● EXERCISE DETAILS
Where the word "Oakwood" occurs in a line of the listing, please copy the line.

● DATA FOR REVIEW
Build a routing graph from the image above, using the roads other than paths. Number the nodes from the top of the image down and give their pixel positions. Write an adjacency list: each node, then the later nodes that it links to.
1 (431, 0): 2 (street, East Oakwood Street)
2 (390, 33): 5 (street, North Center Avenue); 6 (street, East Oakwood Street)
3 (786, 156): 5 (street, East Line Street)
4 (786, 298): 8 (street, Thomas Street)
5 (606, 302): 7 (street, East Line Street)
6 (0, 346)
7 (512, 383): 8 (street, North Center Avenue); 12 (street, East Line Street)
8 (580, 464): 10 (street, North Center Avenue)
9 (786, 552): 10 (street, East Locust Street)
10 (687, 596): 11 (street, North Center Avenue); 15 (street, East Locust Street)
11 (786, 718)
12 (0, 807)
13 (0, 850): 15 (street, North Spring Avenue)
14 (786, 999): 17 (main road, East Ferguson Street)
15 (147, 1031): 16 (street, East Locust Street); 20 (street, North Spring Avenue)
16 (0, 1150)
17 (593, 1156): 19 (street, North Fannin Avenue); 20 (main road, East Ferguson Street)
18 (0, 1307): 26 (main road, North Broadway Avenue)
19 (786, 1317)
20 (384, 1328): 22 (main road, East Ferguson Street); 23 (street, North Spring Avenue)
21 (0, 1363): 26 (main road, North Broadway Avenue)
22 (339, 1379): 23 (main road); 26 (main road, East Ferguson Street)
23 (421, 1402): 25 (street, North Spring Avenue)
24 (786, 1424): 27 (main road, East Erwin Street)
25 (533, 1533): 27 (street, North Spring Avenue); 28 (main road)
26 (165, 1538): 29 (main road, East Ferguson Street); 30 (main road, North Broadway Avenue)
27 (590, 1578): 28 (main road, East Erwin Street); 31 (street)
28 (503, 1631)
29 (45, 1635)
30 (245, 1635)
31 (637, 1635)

● FINISHED TASK
1 (431, 0): 2 (street, East Oakwood Street)
2 (390, 33): 5 (street, North Center Avenue); 6 (street, East Oakwood Street)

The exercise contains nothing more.